===== Information =====
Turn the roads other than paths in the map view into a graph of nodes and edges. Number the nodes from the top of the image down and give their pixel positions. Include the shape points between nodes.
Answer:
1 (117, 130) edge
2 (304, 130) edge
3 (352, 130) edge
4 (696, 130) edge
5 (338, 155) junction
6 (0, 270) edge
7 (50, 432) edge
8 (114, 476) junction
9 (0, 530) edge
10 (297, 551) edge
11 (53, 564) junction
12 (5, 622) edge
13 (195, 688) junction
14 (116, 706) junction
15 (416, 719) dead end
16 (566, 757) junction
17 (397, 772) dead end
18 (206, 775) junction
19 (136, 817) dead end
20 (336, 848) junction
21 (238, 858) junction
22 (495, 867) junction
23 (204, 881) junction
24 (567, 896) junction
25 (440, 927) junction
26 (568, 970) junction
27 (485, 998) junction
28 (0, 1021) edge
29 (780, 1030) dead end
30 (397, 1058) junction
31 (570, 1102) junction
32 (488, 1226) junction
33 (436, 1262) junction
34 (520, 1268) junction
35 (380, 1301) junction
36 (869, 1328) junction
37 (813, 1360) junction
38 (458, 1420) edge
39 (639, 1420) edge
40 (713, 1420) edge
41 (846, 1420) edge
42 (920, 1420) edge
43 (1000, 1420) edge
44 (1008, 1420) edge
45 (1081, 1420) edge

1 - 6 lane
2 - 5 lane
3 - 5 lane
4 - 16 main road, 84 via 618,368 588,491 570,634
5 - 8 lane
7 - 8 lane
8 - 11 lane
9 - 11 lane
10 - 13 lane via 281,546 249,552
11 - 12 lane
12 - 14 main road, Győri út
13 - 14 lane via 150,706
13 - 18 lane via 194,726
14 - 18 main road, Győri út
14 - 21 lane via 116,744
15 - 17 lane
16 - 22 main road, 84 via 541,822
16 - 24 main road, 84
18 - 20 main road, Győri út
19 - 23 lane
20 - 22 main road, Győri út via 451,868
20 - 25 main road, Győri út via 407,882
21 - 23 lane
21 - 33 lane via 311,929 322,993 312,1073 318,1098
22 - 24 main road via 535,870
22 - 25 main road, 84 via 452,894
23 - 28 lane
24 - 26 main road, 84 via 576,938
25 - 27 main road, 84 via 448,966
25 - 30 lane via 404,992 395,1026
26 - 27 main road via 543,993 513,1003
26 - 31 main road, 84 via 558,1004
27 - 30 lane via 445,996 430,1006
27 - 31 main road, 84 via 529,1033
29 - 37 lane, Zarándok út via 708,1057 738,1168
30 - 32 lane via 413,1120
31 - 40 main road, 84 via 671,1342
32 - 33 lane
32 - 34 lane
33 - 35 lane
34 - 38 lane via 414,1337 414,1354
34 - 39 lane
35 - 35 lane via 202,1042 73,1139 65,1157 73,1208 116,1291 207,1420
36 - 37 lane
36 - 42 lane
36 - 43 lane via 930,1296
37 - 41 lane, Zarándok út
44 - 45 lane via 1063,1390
=====
§ **To do**:
Copy from the entries only those lines that hold the word "Zarándok".

§ **Response below**:
29 - 37 lane, Zarándok út via 708,1057 738,1168
37 - 41 lane, Zarándok út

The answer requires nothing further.